Pedro Ximenez 12 y.o. sherry
It is stated on the label – very sweet, but who would believe it?! Hello, my friends! The subject matter of the following lines will be the thick and sweet drink /wine/ Pedro Ximenez. You know that I review mostly whiskey here, but there are some other drinks that also fall into my glass due to their relation to the favorite malt elixir. Such is the wine in question /not a particular brand, but Pedro Ximenez sherry/, casks of which are used in the whiskey industry as a final element of the whiskey-making process. The relationship between sherry and whiskey is one-way – after a stay of the wine in the casks of European and American oak, they are often used by the distilleries, putting the whisky in them for a further period of aging.
Before I introduce you to my notes, I offer you some information about the wine itself. I admit that I’m not very adept at this matter and most probably will miss not a few useful things, or I won’t be precise enough.
Judging from the photo we may think that sherry is a dark grape variety. Actually, it turned out to be white. Except in the region of Jerez, Andalucia, it can be found also in Australia and Chile, which are serious winemakers. There are speculations about its country of origin. Some argue that this are the Canary Islands, from where it was later brought to Germany. Others state that it originates from Andalucia, and recent studies suggest that Ximenez is related to a grape variety, brought in from the Arabs, who ruled over most of Spain until the time of the Reconquista. There is also an opinion that it was presented in Spain by the Dutch.

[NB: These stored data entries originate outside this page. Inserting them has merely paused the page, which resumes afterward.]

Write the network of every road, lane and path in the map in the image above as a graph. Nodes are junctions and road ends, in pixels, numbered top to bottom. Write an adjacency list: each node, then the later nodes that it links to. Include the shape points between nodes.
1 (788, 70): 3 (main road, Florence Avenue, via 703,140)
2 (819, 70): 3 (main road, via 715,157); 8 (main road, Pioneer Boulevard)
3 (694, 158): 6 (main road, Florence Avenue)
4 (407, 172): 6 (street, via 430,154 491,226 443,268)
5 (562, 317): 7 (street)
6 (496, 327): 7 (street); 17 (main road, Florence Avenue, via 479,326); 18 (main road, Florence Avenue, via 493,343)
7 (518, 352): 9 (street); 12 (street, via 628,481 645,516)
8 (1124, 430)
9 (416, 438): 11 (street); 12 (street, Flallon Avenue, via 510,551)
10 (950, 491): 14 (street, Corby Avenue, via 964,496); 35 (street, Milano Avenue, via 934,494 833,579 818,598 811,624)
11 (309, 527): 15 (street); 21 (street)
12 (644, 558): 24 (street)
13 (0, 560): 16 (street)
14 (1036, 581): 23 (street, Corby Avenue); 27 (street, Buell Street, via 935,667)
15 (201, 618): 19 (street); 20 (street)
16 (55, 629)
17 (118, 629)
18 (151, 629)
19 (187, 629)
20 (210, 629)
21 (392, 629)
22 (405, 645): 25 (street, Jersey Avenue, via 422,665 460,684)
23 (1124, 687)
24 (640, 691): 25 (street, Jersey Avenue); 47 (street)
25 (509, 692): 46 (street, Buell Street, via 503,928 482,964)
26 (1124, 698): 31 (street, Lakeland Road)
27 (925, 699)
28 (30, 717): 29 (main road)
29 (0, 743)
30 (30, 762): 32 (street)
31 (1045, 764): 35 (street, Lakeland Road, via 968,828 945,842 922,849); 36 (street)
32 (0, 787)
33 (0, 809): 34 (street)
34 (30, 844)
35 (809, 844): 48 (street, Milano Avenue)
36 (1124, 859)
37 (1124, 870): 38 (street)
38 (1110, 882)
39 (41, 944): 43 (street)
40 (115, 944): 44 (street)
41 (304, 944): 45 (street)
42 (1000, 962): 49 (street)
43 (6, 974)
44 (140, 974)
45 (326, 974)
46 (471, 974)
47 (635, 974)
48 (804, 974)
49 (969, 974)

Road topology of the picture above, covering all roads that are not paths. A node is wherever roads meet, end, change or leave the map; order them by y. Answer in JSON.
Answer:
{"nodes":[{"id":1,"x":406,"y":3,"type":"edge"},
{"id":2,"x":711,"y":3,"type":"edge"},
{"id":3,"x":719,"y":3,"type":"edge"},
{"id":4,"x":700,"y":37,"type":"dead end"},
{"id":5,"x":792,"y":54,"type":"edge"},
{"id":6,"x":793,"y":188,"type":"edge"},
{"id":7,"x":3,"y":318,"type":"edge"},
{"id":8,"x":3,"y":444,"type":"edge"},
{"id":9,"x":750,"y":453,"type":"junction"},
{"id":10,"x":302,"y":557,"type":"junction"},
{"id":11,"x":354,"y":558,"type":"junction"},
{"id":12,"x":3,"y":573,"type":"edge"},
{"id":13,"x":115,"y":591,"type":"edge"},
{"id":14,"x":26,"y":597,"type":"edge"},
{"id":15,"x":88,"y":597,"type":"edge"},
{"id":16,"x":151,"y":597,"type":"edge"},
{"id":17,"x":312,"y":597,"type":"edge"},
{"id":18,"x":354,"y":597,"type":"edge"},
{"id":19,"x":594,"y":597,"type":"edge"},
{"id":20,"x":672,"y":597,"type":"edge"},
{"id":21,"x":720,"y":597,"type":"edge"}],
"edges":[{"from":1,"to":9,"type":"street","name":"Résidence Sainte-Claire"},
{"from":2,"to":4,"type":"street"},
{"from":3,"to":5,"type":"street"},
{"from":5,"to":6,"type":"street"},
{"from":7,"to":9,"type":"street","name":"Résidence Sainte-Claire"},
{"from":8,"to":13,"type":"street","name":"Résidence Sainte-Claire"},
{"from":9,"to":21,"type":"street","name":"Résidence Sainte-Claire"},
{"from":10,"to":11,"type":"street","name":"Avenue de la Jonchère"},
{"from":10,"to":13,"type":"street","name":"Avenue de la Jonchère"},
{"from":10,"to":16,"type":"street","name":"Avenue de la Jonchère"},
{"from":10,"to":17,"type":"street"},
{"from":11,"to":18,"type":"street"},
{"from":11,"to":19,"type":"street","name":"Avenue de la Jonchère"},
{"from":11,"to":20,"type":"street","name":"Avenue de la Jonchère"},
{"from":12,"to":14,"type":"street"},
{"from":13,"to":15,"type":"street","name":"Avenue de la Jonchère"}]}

A special thing about the wines labeled as PX Sherry or Pedro Ximenez is that they are sweet. The grape variety is characterized by a high sugar content, that is used by the technologists in the process. It depends on them whether the wine will be fortified with brandy or not. Traditionally, this and the most of the Sherries are consumed well in England. Together with the Portuguese Madeira wine, this wine is imported into the UK for centuries. Such is my bottle. Since I couldn’t find such a Sherry nowhere in Bulgaria, and I wanted to try it, I asked friends living in England to buy it for me / Dido, Nelly – Cheers!/. It is bottled for distribution in chain stores in England and costs around £8 /0,500ml/. Nothing unattainable, but there is no market for it here.
At first, I started with estimating its sweetness. It is very sweet, indeed. Thick, sweet liquid, which reminds me of treacle/ mastic. Dropped somewhere, it immediately begins to stick. With this amount of sweetness I think it would be perfect for some kind of summer cocktail. It is also very fragrant – honey, maple syrup, the mentioned mastic, pear jam, prune jam, peach juice and caramel. I didn’t find any traces of brandy. Taste – the thick liquid reminds of fruit juice concentrate, coffee, massive sweetness, pears, but maybe slightly baked with butter. Roasted pumpkin, covered with delicious caramelized crust of melted sugar, soaked with vanilla /I think this wine can be perfectly combined with desserts – baked ones, cakes and ice creams/. Finish – relatively short. Expected sweetness and fruits. No traces of bitterness and tannins. Prunes, toasted butter cake and raisins.
I liked it. I love sweet and I drink it. For most people, however, it may seem too sweet. I see benefit of meeting it, because of its relation to the whiskey. If I get the chance I would try other varieties of Pedro Ximenez too.